Eight Self-care Practices Rooted in the Wisdom of Yoga and Ayurveda
As self-inquiry systems, Yoga and Ayurveda provide a multitude of self-care practices to enhance our life. Here are eight of my favourites:
Massaging our Feet
With 28 bones, 30 joints and more than 100 muscles, ligaments and tendons, our feet are phenomenal structures that provide stability, balance and support. Plus, the feet hold energetic points linked to almost every part of the body.
You can do it in the morning or in the evening before bed.
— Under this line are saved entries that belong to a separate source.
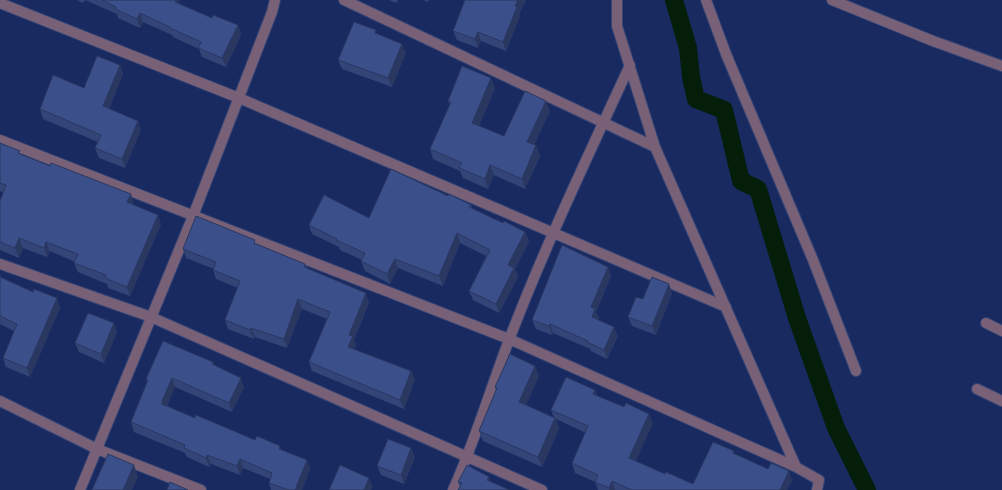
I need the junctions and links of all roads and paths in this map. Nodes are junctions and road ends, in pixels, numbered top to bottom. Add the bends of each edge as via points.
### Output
1 (275, 0) edge
2 (344, 0) edge
3 (617, 0) edge
4 (706, 0) edge
5 (832, 0) edge
6 (0, 3) edge
7 (630, 65) junction
8 (1002, 66) edge
9 (240, 98) junction
10 (604, 121) junction
11 (0, 140) edge
12 (655, 147) junction
13 (193, 216) junction
14 (554, 233) junction
15 (0, 264) edge
16 (726, 307) junction
17 (151, 317) junction
18 (986, 323) dead end
19 (1002, 331) edge
20 (510, 339) junction
21 (856, 371) dead end
22 (977, 389) dead end
23 (0, 401) edge
24 (1002, 401) edge
25 (98, 449) junction
26 (468, 456) junction
27 (796, 467) junction
28 (80, 490) edge
29 (201, 490) edge
30 (453, 490) edge
31 (542, 490) edge
32 (817, 490) edge

1 - 9 street
2 - 10 street
3 - 7 street via 617,26
4 - 21 street
5 - 8 street
6 - 9 street
7 - 10 street
7 - 12 street
9 - 13 street
9 - 14 street
10 - 12 street
10 - 14 street
11 - 13 street
12 - 16 street
13 - 17 street
13 - 20 street
14 - 16 street
14 - 20 street
15 - 17 street
16 - 27 street
17 - 25 street
17 - 26 street
18 - 19 street
20 - 26 street
20 - 27 street
22 - 24 street
23 - 25 street
25 - 28 street
25 - 29 street
26 - 30 street
26 - 31 street
27 - 32 street via 819,480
- You will need oil; I alternate between jojoba, almond, castor and sesame oil and an essential oil (optional). For this purpose, my favourite morning essential oils are sweet orange or geranium and I use lemon, frankincense or lavender in the evening. There are of course more essential oils that would be suitable. Make sure you’re not allergic before using it on your skin.
- All you need is 2 tbsp of your favourite oil mixed with one or two drops of essential oil.
- To begin, clean your feet and then massage the feet with the oil using circular motions. Start with the sole, then move to the ankle, top of the foot and then to the toes, massaging each toe from base to tip.
- This can be a patient ritual where you spend 5 to ten minutes on each foot. Most of the time, I spend a minute or two and still benefit from the practice.
According to yogic science, our hands are the organ of action of the heart centre. There is a tremendous amount of energy that resides in our hands and using them mindfully for self-care, energizes the body and mind. An easy way to do this is by moisturizing. Plus, we get the added benefit of moisturized skin.
You can do it before or after your shower. If you choose before, it’s good to use an oil such as sesame or coconut oil and to really massage the oil in the skin before going in the shower. If you’re doing it after your shower, keep a little water on your skin and mindfully moisturize your body. If you’re a reiki practitioner or energy healer use it on yourself as you moisturize and/or if you have a mantra or a positive affirmation, mentally repeat it while you moisturize. As long as the method feels good to you, it is good.
Free Flow Dancing
Many of us practice yoga asanas and a variety of sports where we’re taught how to position our body for optimal results. This is good but it is even better if we allow for free flow and playful movement.
Play your favourite song and dance! It takes 3 to 5 minutes and it feels so good!
As we know, if we eat until we’re full to the top we feel depleted by what was meant to provide energy. If we keep eating after were full we feel even worse. The same is true with our schedule. We need space and time. Learning/choosing to leave a little space between things allows for integration and digestion of our experiences is very energizing!
- Learn to say no.
- See space/emptiness between things as something valuable.
Laughing: Our Universal Language
Why? Because laughing feels good. Plus, it’s a great ab workout!
Spend time with someone who makes you laugh.
Eating Good Food
The more we read about food choices the more confused we become. For every theory, there is a counter theory. That’s why we need to use common sense and stop following all the new trends.
I believe in the following:
- 80% of our diet is good food – 20% is life;
- Choosing whole food (whole food is an ingredient – it does not have ingredients);
- Avoiding processed foods;
- Tasting all flavors – sweet, salty, bitter, sour, astringent and pungent;
- Sitting and enjoying our meal;
- Keeping our food choices simple;
- Being aware of the seasons and eating accordingly (soups in the winter, salads in the summer);
- Making lunch the largest meal and keeping dinner light;
- Eating until we’re 80% full; and
- Aligning our food choices with our values.
Asana, Pranayama, Meditation, Journaling and Relaxation
Attend class once or twice a week or develop a home practice that meets your needs. Remember that a twenty minute daily practice is quite powerful. But as always, don’t take my word for it. Try it out and see what happens.
This is a common yoga/meditation joke but there is so much truth to it.
If you don’t have twenty minutes a day for home practice or a couple of hours week to attend class, then I suggest you start taking at least 1-hour a day for yoga because you probably really need it!
We can do this by:
- Reflecting on what makes us feel alive and ensuring we include it in our day-to-day;
- Acknowledging what we have already manifested, as so much of it was once an aspiration; and
- Remembering to see the extraordinary in the ordinary.